**EXERCISE**
Reproduce the records below in full and exactly, without their images.

=== Begin Enclosure ===

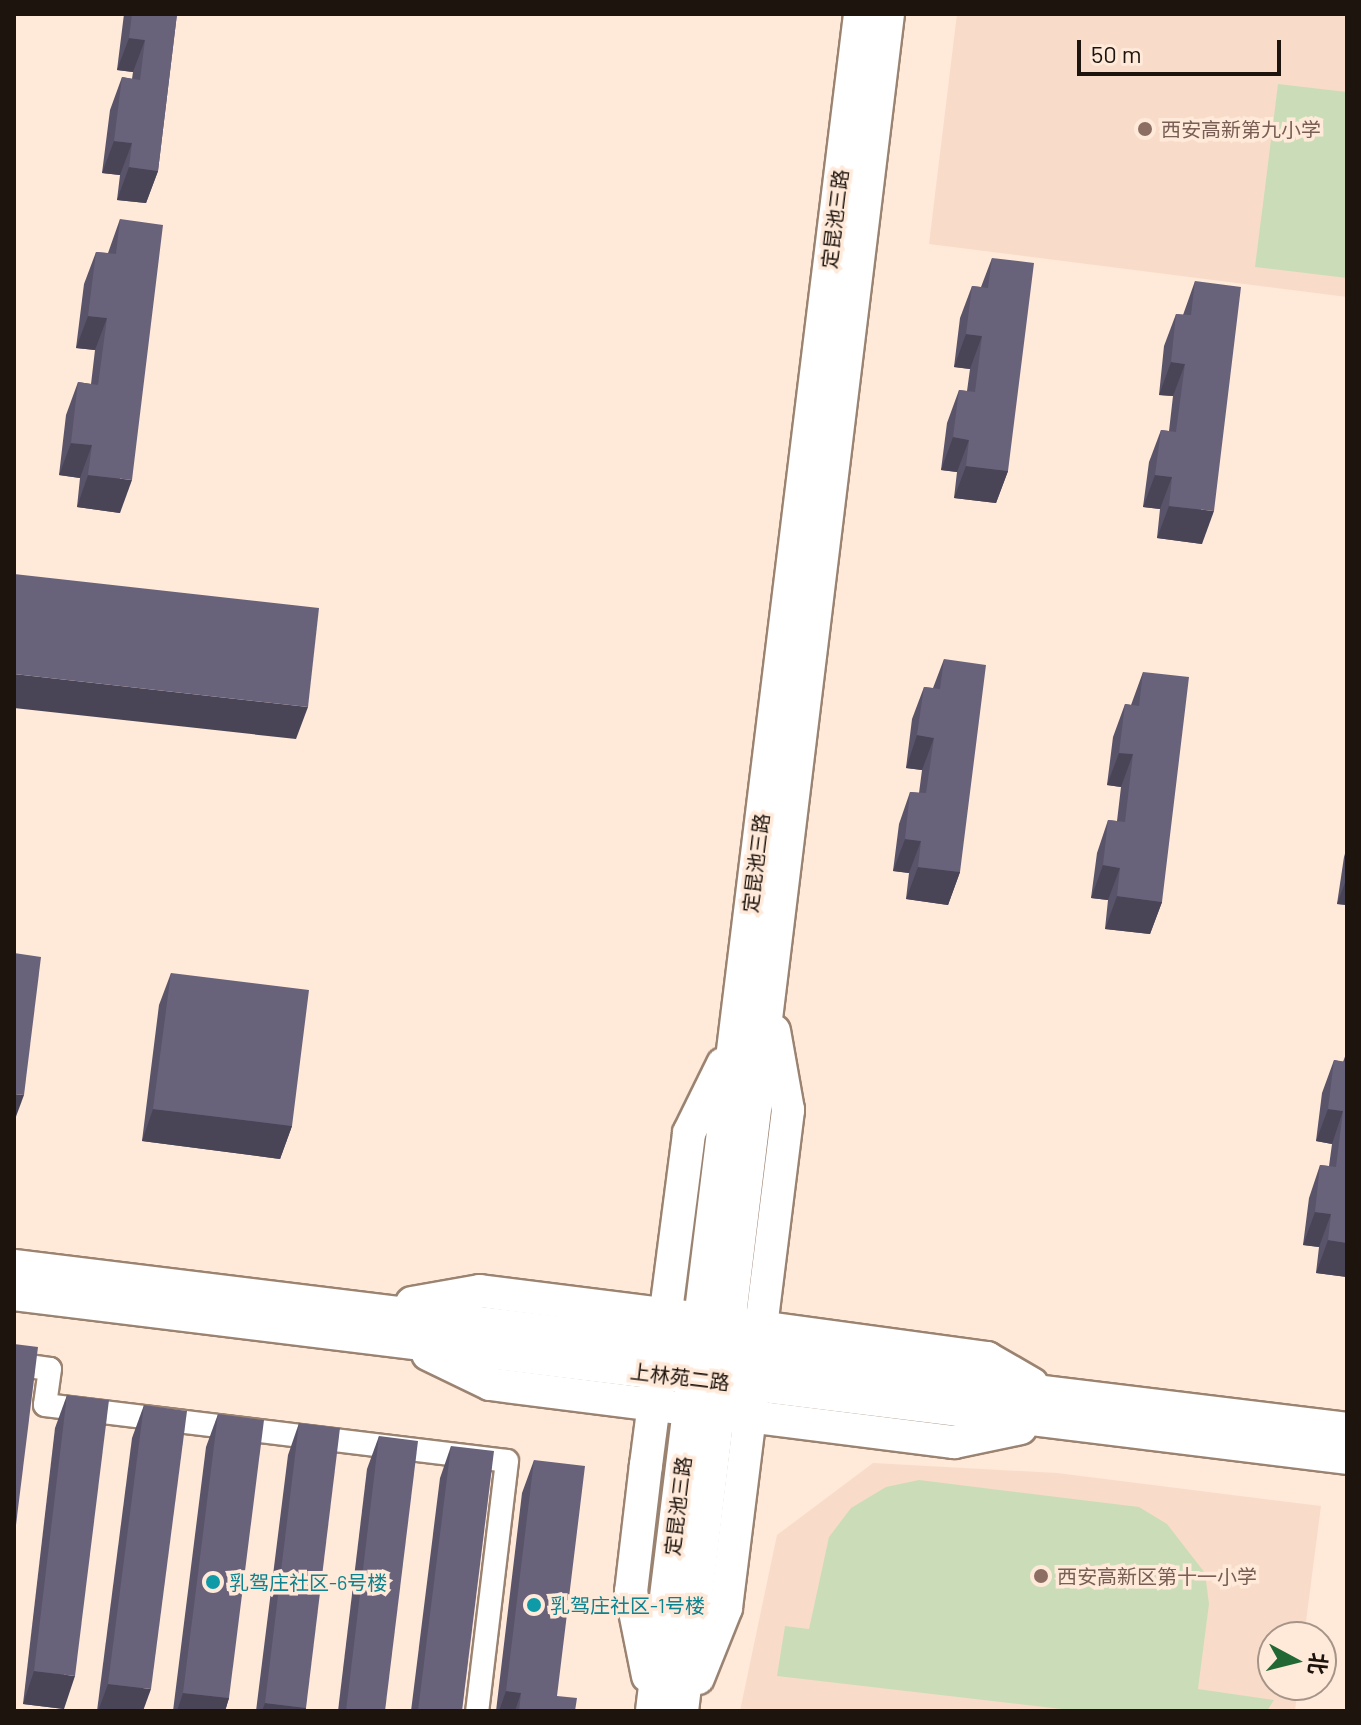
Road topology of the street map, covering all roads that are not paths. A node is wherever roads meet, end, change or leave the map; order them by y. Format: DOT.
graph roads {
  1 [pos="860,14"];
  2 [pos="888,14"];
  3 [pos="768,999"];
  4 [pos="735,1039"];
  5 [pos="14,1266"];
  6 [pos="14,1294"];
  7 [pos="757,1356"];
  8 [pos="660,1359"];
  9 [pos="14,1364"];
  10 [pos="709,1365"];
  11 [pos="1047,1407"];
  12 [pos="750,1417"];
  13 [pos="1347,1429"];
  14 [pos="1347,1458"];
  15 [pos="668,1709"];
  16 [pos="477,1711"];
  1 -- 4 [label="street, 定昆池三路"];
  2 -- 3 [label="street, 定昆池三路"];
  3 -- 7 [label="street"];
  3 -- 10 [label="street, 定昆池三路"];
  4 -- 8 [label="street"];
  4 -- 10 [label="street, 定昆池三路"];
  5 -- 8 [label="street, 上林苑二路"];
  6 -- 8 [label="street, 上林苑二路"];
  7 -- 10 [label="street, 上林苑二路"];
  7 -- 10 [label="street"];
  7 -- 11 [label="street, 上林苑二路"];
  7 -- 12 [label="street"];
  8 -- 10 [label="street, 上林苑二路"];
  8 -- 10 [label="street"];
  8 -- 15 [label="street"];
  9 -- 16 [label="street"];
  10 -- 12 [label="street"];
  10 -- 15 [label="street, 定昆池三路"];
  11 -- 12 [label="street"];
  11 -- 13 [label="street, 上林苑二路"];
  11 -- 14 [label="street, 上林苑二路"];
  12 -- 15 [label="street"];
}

=== End Enclosure ===

**ANSWER BELOW**
Road topology of the street map, covering all roads that are not paths. A node is wherever roads meet, end, change or leave the map; order them by y. Format: DOT.
graph roads {
  1 [pos="860,14"];
  2 [pos="888,14"];
  3 [pos="768,999"];
  4 [pos="735,1039"];
  5 [pos="14,1266"];
  6 [pos="14,1294"];
  7 [pos="757,1356"];
  8 [pos="660,1359"];
  9 [pos="14,1364"];
  10 [pos="709,1365"];
  11 [pos="1047,1407"];
  12 [pos="750,1417"];
  13 [pos="1347,1429"];
  14 [pos="1347,1458"];
  15 [pos="668,1709"];
  16 [pos="477,1711"];
  1 -- 4 [label="street, 定昆池三路"];
  2 -- 3 [label="street, 定昆池三路"];
  3 -- 7 [label="street"];
  3 -- 10 [label="street, 定昆池三路"];
  4 -- 8 [label="street"];
  4 -- 10 [label="street, 定昆池三路"];
  5 -- 8 [label="street, 上林苑二路"];
  6 -- 8 [label="street, 上林苑二路"];
  7 -- 10 [label="street, 上林苑二路"];
  7 -- 10 [label="street"];
  7 -- 11 [label="street, 上林苑二路"];
  7 -- 12 [label="street"];
  8 -- 10 [label="street, 上林苑二路"];
  8 -- 10 [label="street"];
  8 -- 15 [label="street"];
  9 -- 16 [label="street"];
  10 -- 12 [label="street"];
  10 -- 15 [label="street, 定昆池三路"];
  11 -- 12 [label="street"];
  11 -- 13 [label="street, 上林苑二路"];
  11 -- 14 [label="street, 上林苑二路"];
  12 -- 15 [label="street"];
}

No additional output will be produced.